The Sean
Cricketer Of The Year
That’s a fair comment mate, and I think you’re right – but that’s also what comes with the territory of being an all rounder. Even when you look at the legends, one half of their game invariably suffered (albeit only relatively speaking) if the other half was naturally, or became, stronger.Maybe I'm being one-eyed, but I can't help but think that if Flintoff wasn't a batsman as well, he'd be topping everyone's lists. At his best he is simply unplayable, yet he sees himself as a batting all-rounder, and has never given his bowling as much attention as it deserves.
Sobers, for example, was always a great batsman who was also a good, Test-class bowler, but it wasn’t often he won matches purely with the ball. Keith Miller came into cricket as a brilliant batsman who could bowl fast – but his development as a great fast bowler and his importance to the team in the role inevitably took the edge of his batting (and several points off his batting average). Even Imran, who was probably as genuine an all-rounder as there has ever been, was rarely a matchwinner with both simultaneously. Barring a couple of instances, his peak batting and bowling periods didn’t often coincide in the same series.

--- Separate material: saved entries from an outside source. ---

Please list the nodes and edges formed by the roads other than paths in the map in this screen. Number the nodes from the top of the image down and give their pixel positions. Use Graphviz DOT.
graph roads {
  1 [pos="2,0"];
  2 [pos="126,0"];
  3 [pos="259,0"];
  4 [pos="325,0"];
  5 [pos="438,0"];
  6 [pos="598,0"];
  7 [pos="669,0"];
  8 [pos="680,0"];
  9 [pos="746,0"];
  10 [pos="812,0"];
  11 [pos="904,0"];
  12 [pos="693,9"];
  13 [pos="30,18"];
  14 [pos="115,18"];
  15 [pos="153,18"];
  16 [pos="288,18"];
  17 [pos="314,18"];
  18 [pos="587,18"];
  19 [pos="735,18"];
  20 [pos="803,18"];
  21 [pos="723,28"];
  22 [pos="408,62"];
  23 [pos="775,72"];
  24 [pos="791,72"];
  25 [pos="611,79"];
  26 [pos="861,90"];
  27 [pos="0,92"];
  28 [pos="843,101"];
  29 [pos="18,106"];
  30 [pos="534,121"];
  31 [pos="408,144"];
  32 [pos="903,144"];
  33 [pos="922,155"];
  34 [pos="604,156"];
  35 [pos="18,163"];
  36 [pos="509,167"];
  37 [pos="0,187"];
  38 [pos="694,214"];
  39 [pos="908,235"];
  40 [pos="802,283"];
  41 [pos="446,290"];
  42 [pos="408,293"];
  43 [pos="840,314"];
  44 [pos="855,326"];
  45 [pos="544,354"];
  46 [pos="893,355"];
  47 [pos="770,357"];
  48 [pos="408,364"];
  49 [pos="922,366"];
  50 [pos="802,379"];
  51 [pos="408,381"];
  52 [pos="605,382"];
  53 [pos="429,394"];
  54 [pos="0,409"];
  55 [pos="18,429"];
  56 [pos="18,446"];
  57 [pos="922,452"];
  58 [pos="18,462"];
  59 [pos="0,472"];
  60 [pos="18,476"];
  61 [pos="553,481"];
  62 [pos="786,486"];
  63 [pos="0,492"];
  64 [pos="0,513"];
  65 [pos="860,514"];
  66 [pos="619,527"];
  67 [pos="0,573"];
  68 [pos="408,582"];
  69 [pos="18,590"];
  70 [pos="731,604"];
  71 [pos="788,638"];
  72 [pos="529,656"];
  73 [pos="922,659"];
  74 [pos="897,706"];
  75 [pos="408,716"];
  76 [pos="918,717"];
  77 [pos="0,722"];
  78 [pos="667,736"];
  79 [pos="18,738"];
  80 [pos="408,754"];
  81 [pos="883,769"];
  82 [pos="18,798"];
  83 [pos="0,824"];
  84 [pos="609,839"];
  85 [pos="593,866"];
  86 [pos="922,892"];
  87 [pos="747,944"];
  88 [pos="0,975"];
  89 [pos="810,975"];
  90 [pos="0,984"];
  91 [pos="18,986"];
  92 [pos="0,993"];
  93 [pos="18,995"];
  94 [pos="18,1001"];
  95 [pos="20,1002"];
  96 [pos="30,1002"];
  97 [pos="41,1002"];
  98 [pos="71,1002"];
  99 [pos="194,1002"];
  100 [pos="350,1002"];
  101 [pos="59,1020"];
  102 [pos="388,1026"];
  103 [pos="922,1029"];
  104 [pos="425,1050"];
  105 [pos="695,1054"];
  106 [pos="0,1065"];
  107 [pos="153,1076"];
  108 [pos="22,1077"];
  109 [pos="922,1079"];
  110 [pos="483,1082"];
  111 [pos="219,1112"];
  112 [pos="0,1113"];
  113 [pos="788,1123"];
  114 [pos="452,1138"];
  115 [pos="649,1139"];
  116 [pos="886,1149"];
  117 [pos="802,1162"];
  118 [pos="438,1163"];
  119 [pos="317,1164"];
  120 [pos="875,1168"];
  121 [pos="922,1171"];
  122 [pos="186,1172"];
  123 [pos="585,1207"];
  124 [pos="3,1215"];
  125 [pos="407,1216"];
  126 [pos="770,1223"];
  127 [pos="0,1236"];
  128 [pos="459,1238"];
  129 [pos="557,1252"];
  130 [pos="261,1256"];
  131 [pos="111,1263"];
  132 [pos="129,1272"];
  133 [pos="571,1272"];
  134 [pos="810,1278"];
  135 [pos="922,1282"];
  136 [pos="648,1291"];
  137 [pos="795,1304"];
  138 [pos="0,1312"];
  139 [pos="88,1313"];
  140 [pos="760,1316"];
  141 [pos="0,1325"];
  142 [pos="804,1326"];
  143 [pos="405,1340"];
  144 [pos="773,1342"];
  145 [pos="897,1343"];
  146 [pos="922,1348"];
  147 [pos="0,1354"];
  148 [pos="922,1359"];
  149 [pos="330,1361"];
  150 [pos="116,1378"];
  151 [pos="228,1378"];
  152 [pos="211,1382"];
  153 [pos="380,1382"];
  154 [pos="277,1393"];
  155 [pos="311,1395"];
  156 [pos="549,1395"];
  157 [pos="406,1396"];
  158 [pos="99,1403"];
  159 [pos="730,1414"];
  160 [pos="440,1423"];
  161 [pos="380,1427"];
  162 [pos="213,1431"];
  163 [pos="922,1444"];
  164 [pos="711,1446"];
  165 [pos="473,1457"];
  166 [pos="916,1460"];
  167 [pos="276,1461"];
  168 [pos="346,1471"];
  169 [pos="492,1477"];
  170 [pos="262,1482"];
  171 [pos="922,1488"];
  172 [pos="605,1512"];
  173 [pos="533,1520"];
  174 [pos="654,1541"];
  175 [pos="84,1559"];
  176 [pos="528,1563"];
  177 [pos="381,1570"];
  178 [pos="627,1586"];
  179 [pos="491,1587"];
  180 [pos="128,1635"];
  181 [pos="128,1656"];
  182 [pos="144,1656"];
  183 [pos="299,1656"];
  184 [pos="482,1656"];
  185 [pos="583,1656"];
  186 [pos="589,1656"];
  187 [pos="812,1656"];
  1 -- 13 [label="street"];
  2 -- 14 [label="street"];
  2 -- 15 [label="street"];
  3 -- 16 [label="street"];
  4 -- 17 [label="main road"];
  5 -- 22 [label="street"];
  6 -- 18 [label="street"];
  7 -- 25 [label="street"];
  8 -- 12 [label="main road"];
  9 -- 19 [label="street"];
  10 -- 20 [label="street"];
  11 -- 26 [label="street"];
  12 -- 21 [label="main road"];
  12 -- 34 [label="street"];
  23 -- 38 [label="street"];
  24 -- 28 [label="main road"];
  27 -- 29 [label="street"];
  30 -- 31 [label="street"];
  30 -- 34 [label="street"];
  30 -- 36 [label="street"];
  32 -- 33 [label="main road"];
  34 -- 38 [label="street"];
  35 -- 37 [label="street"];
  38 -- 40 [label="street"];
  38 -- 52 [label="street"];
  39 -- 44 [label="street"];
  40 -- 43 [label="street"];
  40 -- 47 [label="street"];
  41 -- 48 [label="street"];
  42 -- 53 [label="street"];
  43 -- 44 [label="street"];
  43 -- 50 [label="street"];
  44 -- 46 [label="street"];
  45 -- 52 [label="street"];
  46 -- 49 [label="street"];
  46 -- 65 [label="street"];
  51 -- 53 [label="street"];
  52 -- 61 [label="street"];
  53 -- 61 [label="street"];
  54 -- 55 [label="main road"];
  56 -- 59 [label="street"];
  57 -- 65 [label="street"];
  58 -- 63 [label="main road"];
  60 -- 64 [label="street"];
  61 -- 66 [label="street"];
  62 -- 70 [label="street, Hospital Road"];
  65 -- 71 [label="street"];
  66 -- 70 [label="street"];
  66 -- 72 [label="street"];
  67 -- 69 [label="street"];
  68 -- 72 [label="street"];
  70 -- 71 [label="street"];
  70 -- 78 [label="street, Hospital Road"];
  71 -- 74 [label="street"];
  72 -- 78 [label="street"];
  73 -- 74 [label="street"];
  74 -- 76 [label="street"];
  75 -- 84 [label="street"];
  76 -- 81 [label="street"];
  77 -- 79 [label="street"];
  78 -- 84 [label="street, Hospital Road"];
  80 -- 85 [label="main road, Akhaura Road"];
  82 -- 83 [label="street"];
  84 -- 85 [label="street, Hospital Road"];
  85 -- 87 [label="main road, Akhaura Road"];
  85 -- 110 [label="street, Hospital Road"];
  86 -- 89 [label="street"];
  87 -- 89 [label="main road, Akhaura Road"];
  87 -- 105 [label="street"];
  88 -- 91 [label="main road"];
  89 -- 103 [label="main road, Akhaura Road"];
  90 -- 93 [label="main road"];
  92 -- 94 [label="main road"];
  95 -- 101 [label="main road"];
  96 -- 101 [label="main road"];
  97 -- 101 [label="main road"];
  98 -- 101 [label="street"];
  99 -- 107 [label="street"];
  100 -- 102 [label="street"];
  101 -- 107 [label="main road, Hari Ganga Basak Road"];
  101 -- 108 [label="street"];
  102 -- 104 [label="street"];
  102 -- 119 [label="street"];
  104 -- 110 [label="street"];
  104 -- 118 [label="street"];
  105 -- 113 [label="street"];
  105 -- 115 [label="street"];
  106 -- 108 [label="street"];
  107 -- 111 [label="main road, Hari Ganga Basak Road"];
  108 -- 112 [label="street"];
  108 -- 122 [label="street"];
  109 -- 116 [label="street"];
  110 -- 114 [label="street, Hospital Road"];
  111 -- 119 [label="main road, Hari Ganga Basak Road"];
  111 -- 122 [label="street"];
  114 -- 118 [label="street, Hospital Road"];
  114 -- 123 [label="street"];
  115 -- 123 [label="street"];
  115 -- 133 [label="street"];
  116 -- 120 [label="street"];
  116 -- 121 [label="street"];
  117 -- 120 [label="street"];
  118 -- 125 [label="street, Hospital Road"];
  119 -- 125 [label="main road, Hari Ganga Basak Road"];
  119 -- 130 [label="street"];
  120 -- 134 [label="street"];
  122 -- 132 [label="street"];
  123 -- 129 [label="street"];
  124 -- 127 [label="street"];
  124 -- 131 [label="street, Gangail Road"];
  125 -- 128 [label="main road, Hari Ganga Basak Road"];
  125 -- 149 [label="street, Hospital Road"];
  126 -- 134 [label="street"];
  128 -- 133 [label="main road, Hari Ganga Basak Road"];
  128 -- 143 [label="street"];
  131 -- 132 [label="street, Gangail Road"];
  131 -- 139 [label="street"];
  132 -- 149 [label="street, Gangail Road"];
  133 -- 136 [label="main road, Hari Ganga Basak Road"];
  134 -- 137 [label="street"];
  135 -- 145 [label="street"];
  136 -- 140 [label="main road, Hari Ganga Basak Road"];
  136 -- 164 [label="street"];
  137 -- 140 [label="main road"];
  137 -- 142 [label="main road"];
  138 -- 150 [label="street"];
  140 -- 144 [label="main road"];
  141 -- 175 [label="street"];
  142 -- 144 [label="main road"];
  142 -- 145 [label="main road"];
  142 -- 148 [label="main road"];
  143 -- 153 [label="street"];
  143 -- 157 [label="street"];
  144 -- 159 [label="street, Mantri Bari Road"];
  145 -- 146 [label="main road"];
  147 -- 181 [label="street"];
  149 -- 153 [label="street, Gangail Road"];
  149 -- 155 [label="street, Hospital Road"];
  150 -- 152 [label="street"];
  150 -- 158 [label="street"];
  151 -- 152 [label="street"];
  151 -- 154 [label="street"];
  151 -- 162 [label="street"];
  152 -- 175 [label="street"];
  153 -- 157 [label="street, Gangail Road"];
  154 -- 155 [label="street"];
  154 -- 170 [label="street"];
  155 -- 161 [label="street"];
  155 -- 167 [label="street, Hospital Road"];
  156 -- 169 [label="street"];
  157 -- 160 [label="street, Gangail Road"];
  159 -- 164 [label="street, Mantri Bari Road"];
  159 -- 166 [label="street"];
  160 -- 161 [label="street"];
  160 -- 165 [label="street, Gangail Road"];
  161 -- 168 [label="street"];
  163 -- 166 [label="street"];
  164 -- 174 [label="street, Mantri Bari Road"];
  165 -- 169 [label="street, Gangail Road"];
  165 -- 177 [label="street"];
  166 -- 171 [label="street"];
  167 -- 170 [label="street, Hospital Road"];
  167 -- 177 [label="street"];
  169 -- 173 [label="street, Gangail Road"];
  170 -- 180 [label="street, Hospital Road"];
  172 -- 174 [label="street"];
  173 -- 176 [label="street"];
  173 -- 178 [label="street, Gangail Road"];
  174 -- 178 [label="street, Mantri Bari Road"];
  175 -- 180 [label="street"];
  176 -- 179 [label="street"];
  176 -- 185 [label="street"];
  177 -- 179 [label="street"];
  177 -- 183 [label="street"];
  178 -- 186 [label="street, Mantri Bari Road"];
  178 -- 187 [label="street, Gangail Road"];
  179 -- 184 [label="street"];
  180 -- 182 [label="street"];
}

Botham was a slightly different beast – for the first few years of his career he combined match-winning batting and bowling performances as well as anyone in the history of the game, but as his career went on BOTH disciplines declined to the point that over the second half of his career he rarely produced great performances in either of them.
Freddie might well have it in him to be a more consistently outstanding fast bowler than he is now, but if it came at the expense of his batting, might it make him a lesser cricketer? Others even greater than him have tried and failed to juggle both equally.